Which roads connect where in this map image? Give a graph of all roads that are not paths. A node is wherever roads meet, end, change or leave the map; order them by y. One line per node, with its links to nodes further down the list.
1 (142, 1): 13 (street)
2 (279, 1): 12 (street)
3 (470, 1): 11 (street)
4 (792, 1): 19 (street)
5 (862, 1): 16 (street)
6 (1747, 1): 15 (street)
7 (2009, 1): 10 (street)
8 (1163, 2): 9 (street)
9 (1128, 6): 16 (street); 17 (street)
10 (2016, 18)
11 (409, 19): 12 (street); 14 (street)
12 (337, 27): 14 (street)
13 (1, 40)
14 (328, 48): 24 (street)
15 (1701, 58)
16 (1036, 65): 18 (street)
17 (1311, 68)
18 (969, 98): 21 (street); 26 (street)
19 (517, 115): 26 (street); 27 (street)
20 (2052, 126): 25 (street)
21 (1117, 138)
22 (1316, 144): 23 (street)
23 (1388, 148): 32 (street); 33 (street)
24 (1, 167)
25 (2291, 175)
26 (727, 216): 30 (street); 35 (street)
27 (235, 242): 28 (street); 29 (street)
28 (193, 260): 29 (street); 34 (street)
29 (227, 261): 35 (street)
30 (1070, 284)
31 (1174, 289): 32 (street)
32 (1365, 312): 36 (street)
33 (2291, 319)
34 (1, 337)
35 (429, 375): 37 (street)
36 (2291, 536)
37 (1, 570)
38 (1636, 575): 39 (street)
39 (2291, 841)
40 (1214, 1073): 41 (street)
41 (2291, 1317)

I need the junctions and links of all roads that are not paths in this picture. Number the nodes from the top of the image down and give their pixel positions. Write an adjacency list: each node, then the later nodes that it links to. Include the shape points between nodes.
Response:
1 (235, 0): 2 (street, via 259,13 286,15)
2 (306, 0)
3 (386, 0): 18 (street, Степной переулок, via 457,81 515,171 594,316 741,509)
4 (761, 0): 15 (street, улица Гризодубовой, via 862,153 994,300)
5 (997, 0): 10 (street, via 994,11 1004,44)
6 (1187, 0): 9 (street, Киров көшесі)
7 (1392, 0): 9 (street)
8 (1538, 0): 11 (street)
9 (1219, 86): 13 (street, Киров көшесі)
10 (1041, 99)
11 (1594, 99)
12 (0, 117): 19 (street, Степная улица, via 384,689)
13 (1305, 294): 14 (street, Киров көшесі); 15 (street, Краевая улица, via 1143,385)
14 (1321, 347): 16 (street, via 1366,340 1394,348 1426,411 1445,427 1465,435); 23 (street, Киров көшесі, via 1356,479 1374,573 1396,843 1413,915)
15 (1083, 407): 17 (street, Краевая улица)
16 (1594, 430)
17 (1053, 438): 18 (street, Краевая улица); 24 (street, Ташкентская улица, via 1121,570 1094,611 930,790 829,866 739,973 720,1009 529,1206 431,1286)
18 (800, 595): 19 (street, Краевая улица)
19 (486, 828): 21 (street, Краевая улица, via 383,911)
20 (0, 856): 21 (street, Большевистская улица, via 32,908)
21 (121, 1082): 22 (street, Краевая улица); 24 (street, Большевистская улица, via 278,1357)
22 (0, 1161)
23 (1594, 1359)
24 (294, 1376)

....

• What to work on: Every line between the one that contains "I need the junctions" and the last line of the listing, both included, should be retyped exactly, with nothing else added.

• Finished task:
I need the junctions and links of all roads that are not paths in this picture. Number the nodes from the top of the image down and give their pixel positions. Write an adjacency list: each node, then the later nodes that it links to. Include the shape points between nodes.
Response:
1 (235, 0): 2 (street, via 259,13 286,15)
2 (306, 0)
3 (386, 0): 18 (street, Степной переулок, via 457,81 515,171 594,316 741,509)
4 (761, 0): 15 (street, улица Гризодубовой, via 862,153 994,300)
5 (997, 0): 10 (street, via 994,11 1004,44)
6 (1187, 0): 9 (street, Киров көшесі)
7 (1392, 0): 9 (street)
8 (1538, 0): 11 (street)
9 (1219, 86): 13 (street, Киров көшесі)
10 (1041, 99)
11 (1594, 99)
12 (0, 117): 19 (street, Степная улица, via 384,689)
13 (1305, 294): 14 (street, Киров көшесі); 15 (street, Краевая улица, via 1143,385)
14 (1321, 347): 16 (street, via 1366,340 1394,348 1426,411 1445,427 1465,435); 23 (street, Киров көшесі, via 1356,479 1374,573 1396,843 1413,915)
15 (1083, 407): 17 (street, Краевая улица)
16 (1594, 430)
17 (1053, 438): 18 (street, Краевая улица); 24 (street, Ташкентская улица, via 1121,570 1094,611 930,790 829,866 739,973 720,1009 529,1206 431,1286)
18 (800, 595): 19 (street, Краевая улица)
19 (486, 828): 21 (street, Краевая улица, via 383,911)
20 (0, 856): 21 (street, Большевистская улица, via 32,908)
21 (121, 1082): 22 (street, Краевая улица); 24 (street, Большевистская улица, via 278,1357)
22 (0, 1161)
23 (1594, 1359)
24 (294, 1376)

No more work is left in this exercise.